0
0
Pandasdata~15 mins

info() for column types and nulls in Pandas - Deep Dive

Choose your learning style9 modes available
Overview - info() for column types and nulls
What is it?
The info() function in pandas is a quick way to see a summary of a DataFrame. It shows the number of rows, columns, data types of each column, and how many non-null values each column has. This helps you understand the structure and completeness of your data at a glance.
Why it matters
Without info(), you might waste time guessing what your data looks like or miss important details like missing values or wrong data types. This function helps you spot problems early, so you can clean and prepare your data correctly before analysis. It saves time and prevents errors in your work.
Where it fits
Before using info(), you should know how to load data into pandas DataFrames. After learning info(), you can move on to handling missing data, converting data types, and exploring data with other pandas functions.
Mental Model
Core Idea
info() is like a quick health check that tells you the shape, type, and completeness of your data columns.
Think of it like...
Imagine info() as a doctor’s quick checkup report for your dataset, showing which parts are healthy (complete) and which parts need attention (missing or wrong types).
┌───────────────────────────────┐
│ DataFrame info() summary      │
├─────────────┬───────────────┤
│ Column Name │ Data Type     │
├─────────────┼───────────────┤
│ col1        │ int64         │
│ col2        │ float64       │
│ col3        │ object (text) │
├─────────────┴───────────────┤
│ Non-null counts per column    │
│ Total rows: 1000             │
│ col1: 1000 non-null          │
│ col2: 950 non-null           │
│ col3: 1000 non-null          │
└───────────────────────────────┘
Build-Up - 6 Steps
1
FoundationWhat info() Shows by Default
🤔
Concept: Learn the basic output of info() including row count, column count, data types, and non-null counts.
When you call df.info() on a DataFrame, it prints the number of rows and columns, lists each column with its data type, and shows how many non-null values each column has.

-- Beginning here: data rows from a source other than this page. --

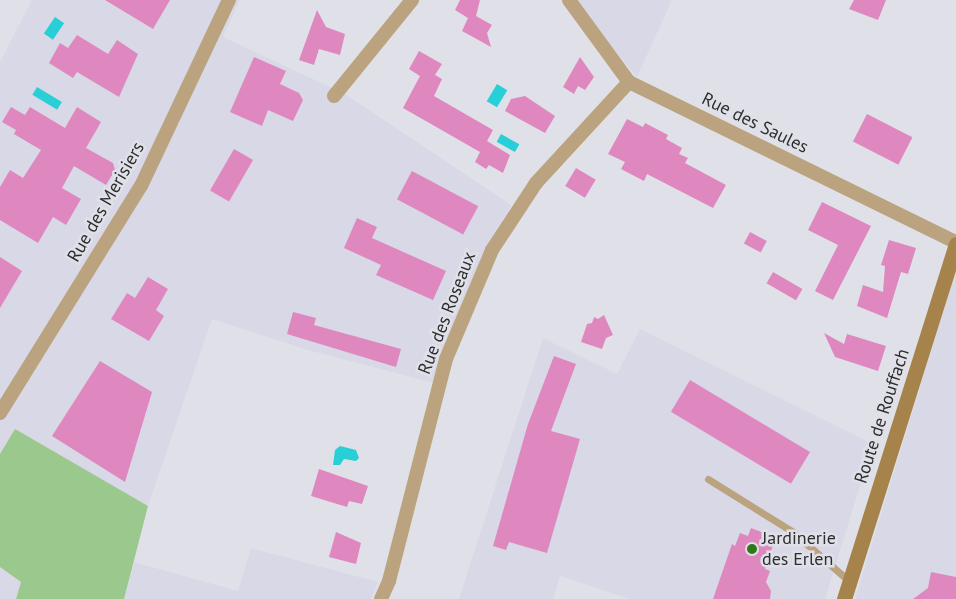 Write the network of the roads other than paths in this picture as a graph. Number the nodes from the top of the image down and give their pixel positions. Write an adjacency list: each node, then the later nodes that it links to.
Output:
1 (229, 0): 7 (street, Rue des Merisiers)
2 (412, 0): 5 (street)
3 (569, 0): 4 (street, Rue des Saules)
4 (628, 82): 6 (street, Rue des Saules); 10 (street, Rue des Roseaux)
5 (334, 96)
6 (956, 243): 9 (main road, Route de Rouffach)
7 (0, 414)
8 (708, 479): 9 (lane)
9 (850, 581): 11 (main road, Route de Rouffach)
10 (381, 599)
11 (844, 599)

This helps you quickly see if any columns have missing data and what type of data each column holds.
Result
A summary printout showing total rows, columns, each column's data type, and non-null counts.
Understanding the default info() output is the first step to quickly assessing your dataset’s structure and completeness.
2
FoundationData Types and Null Counts Explained
🤔
Concept: Understand what data types and non-null counts mean in the context of a DataFrame.
Data types tell you what kind of data is stored in each column, like numbers or text. Non-null counts tell you how many values are present and not missing. For example, if a column has 1000 rows but only 950 non-null, it means 50 values are missing.
Result
Clear understanding of what data types and null counts represent in your data.
Knowing these basics helps you identify columns that need cleaning or type conversion.
3
IntermediateUsing info() with Memory Usage Details
🤔Before reading on: do you think info() shows memory usage by default or do you need to ask for it? Commit to your answer.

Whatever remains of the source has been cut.